Why Python Is Popular for Scraping
- Readable, non-compiled code. You can write scripts “here and now” without waiting for compilation. The syntax is concise and requires minimal boilerplate.
- A huge selection of libraries. For web scraping, Python offers parsers, HTTP clients, database connectors, AI model integrations, headless browser drivers, data formatting utilities, and more. Many tools come pre-installed, and the rest can be pulled from the official repository. The package manager pip even supports local or corporate repositories. Adding proxy servers and anti-blocking tools (like CAPTCHA solvers) to your scripts is straightforward.
- Asynchronous support out of the box. Mostly via libraries, but Python handles async calls with ease.
- Plenty of ready-made scripts. You can grab a sample script and adapt it, or simply copy-paste and run.

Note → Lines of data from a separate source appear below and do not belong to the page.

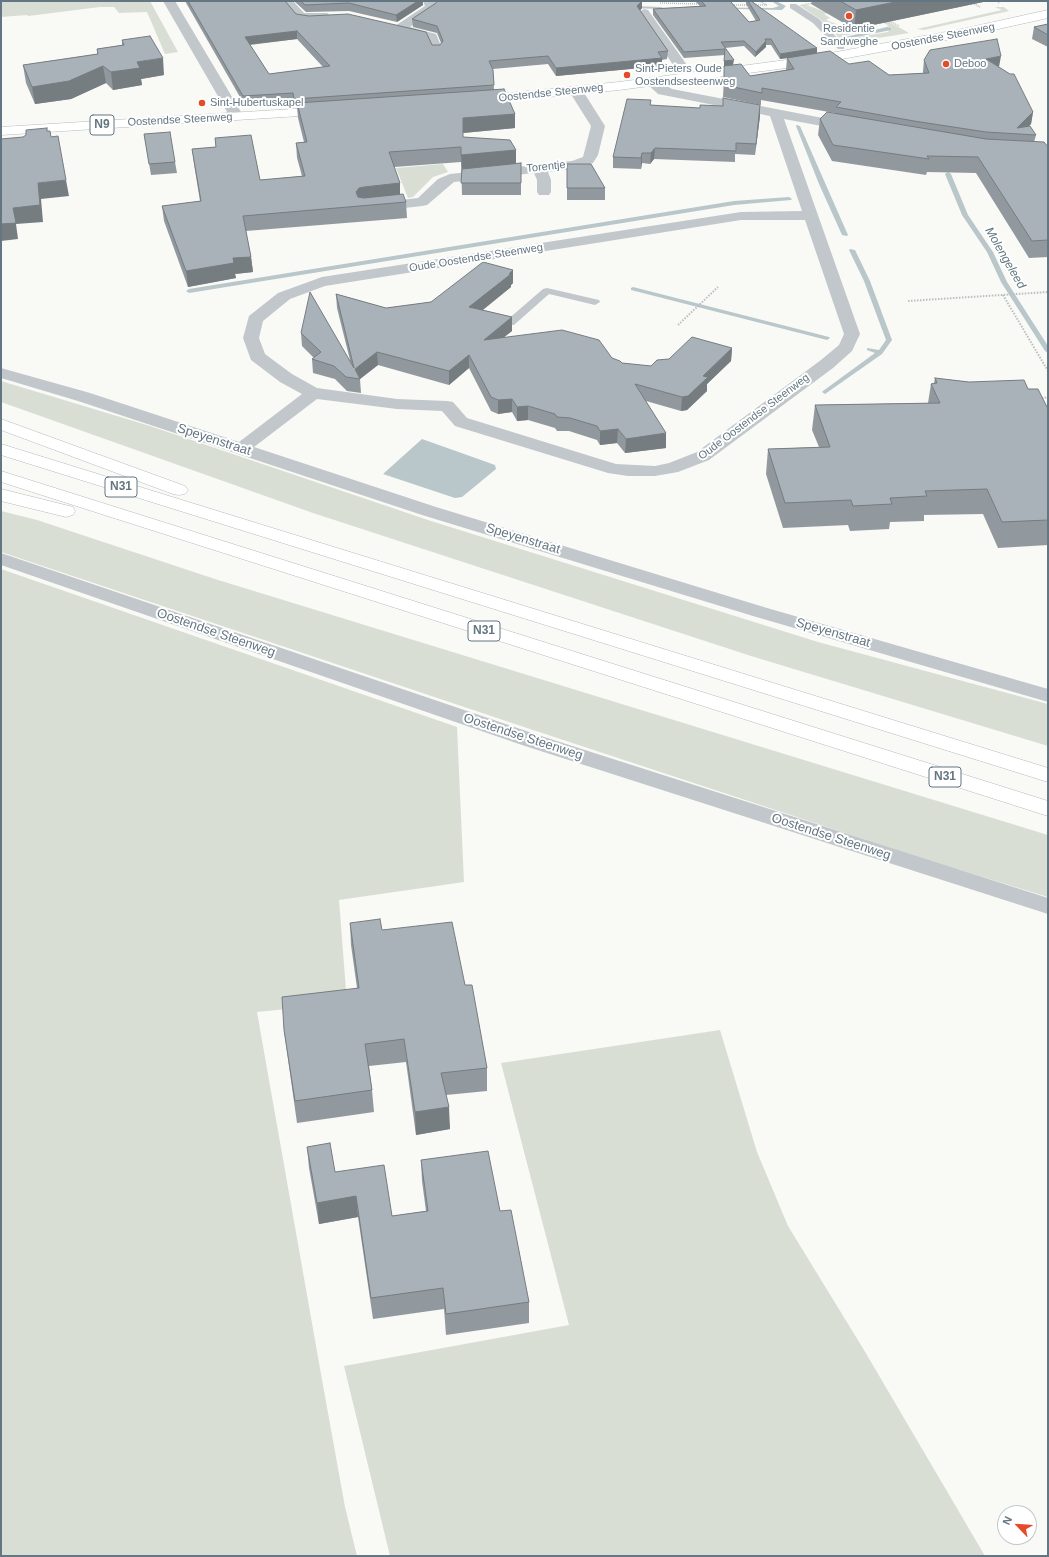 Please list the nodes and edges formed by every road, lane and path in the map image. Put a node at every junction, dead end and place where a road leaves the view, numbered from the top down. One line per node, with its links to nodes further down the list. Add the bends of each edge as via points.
1 (169, 1): 32 (street)
2 (286, 1): 19 (street, via 301,17)
3 (429, 1): 23 (street, via 431,7)
4 (693, 1): 10 (path)
5 (742, 1): 14 (path)
6 (759, 1): 14 (path, via 767,5)
7 (997, 1): 8 (path)
8 (999, 2)
9 (656, 3): 10 (path)
10 (696, 4): 11 (path)
11 (702, 4)
12 (727, 4): 14 (path)
13 (974, 4): 16 (path)
14 (746, 5)
15 (793, 6): 24 (lane, via 816,21)
16 (980, 7)
17 (644, 13): 26 (street)
18 (1048, 14): 26 (main road, Oostendse Steenweg, via 886,48)
19 (342, 16)
20 (887, 20): 22 (path)
21 (384, 25): 23 (street)
22 (900, 27)
23 (399, 28): 25 (street, via 432,37)
24 (841, 47)
25 (436, 48)
26 (689, 78): 27 (main road, Oostendse Steenweg)
27 (652, 82): 28 (main road, Oostendse Steenweg); 31 (street, via 670,93)
28 (576, 91): 29 (main road, Oostendse Steenweg); 35 (street, Torentje, via 598,126 591,155 582,163)
29 (463, 102)
30 (339, 110): 32 (main road, Oostendse Steenweg / N9)
31 (775, 112): 33 (street); 38 (street, Oude Oostendse Steenweg)
32 (237, 117): 34 (main road, Oostendse Steenweg / N9)
33 (859, 128)
34 (1, 130)
35 (539, 168): 36 (street, via 544,180); 37 (street, Torentje, via 450,178 422,202)
36 (544, 192)
37 (365, 208)
38 (812, 215): 48 (street, Oude Oostendse Steenweg, via 741,216 322,282 284,296 255,319 251,338 257,356 286,378); 48 (street, Oude Oostendse Steenweg, via 852,334 846,347 827,364 693,461 655,471 614,469 461,422 447,406 397,404)
39 (718, 287): 45 (path)
40 (1048, 292): 41 (path)
41 (1003, 295): 42 (path); 46 (path)
42 (908, 301)
43 (595, 302): 44 (lane, via 547,291)
44 (510, 323)
45 (678, 325)
46 (1048, 372)
47 (1, 373): 53 (street, Speyenstraat, via 84,397)
48 (313, 393): 53 (street)
49 (1048, 397): 50 (path, via 1040,397)
50 (1037, 402)
51 (1, 424): 57 (main road, via 178,490)
52 (1, 449): 57 (main road, N31)
53 (241, 449): 59 (street, Speyenstraat, via 437,513 760,612)
54 (1, 476): 56 (main road, N31)
55 (1, 495): 56 (main road, via 75,513)
56 (126, 517): 61 (main road, N31)
57 (241, 524): 60 (main road, N31)
58 (1, 559): 62 (street, Oostendse Steenweg, via 530,740)
59 (1048, 696)
60 (1048, 775)
61 (1048, 809)
62 (1048, 906)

- Scraping frameworks like Scrapy. This is essentially a ready-to-go multithreaded scraper with an extension system that can be adapted to almost any use case. For instance, you can connect headless browsers and rotating proxies.

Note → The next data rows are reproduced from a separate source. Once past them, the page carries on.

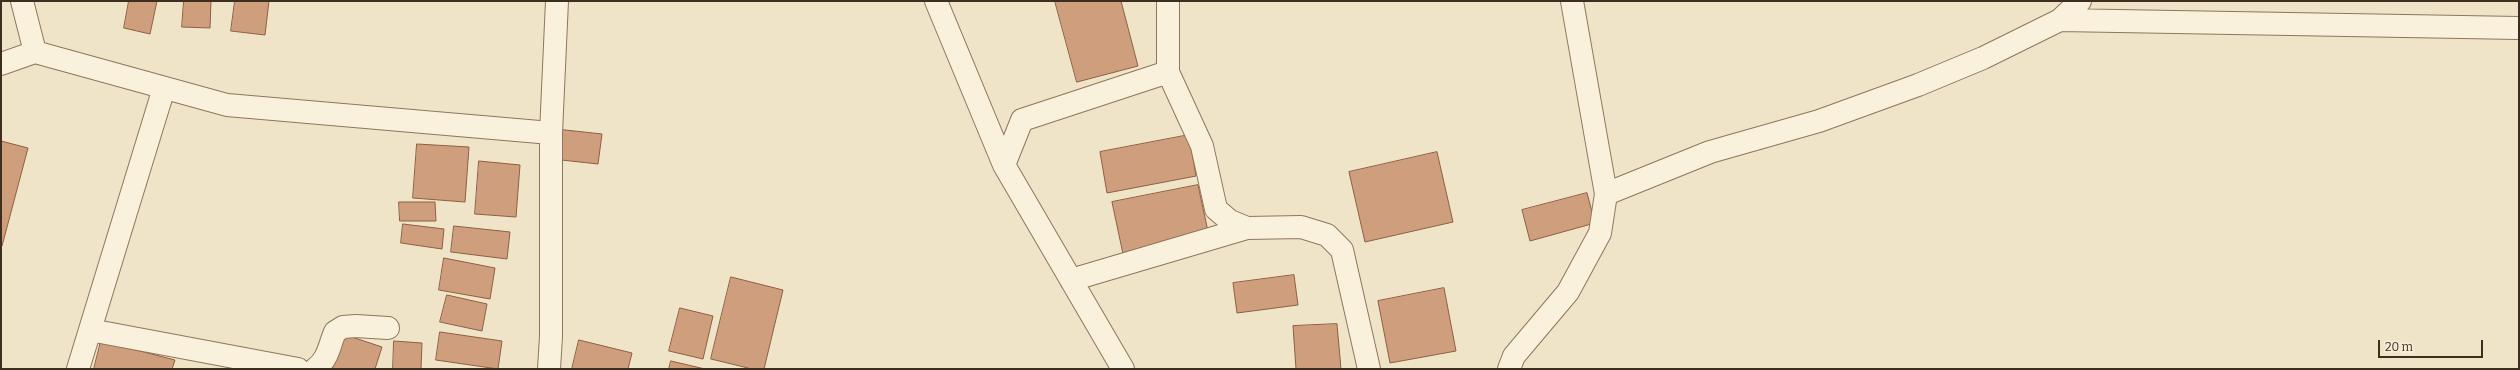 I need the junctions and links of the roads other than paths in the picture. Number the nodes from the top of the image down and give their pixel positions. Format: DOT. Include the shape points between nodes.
graph roads {
  1 [pos="22,1"];
  2 [pos="557,1"];
  3 [pos="936,1"];
  4 [pos="1168,1"];
  5 [pos="1572,1"];
  6 [pos="2080,1"];
  7 [pos="2060,20"];
  8 [pos="2519,28"];
  9 [pos="35,52"];
  10 [pos="1,64"];
  11 [pos="1168,72"];
  12 [pos="164,88"];
  13 [pos="551,132"];
  14 [pos="1004,164"];
  15 [pos="1606,194"];
  16 [pos="1247,228"];
  17 [pos="1071,280"];
  18 [pos="388,328"];
  19 [pos="90,330"];
  20 [pos="78,369"];
  21 [pos="298,369"];
  22 [pos="315,369"];
  23 [pos="549,369"];
  24 [pos="1123,369"];
  25 [pos="1369,369"];
  26 [pos="1509,369"];
  1 -- 9 [label="street"];
  2 -- 13 [label="street"];
  3 -- 14 [label="street"];
  4 -- 11 [label="street"];
  5 -- 15 [label="street"];
  6 -- 7 [label="street"];
  7 -- 8 [label="street"];
  7 -- 15 [label="street" via="1983,58 1918,85 1819,121 1710,152"];
  9 -- 10 [label="street"];
  9 -- 12 [label="street"];
  11 -- 14 [label="street" via="1022,120"];
  11 -- 16 [label="street" via="1202,146 1216,209 1230,221"];
  12 -- 13 [label="street" via="227,105"];
  12 -- 19 [label="street"];
  13 -- 23 [label="street"];
  14 -- 17 [label="street"];
  15 -- 26 [label="street" via="1600,233 1568,292 1514,356"];
  16 -- 17 [label="street"];
  16 -- 25 [label="street" via="1301,227 1327,235 1342,250"];
  17 -- 24 [label="street"];
  18 -- 22 [label="street" via="343,327 336,332 322,364"];
  19 -- 20 [label="street"];
  19 -- 21 [label="street"];
}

- Cross-platform compatibility. Python runs on PCs and smartphones, Linux, macOS, and Windows, on servers or in isolated containers. Even obscure operating systems are supported. Ever heard of Jython? It allows Python to run inside Java machines, making it possible to execute scripts even on old phones without a proper OS.
Popular Python Scraping Tools
For clarity, let’s break Python scraping libraries into categories:
HTTP Clients — used to send HTTP requests:
- Requests (the most popular and versatile),
- HTTPX (a more modern, asynchronous alternative to Requests),
- urllib / urllib3 (built-in default solution),
- aiohttp (great for handling large numbers of parallel requests),
- PyCurl (Python bindings for libcurl),
- Treq (built on top of Twisted, which itself is a framework for building high-performance web servers).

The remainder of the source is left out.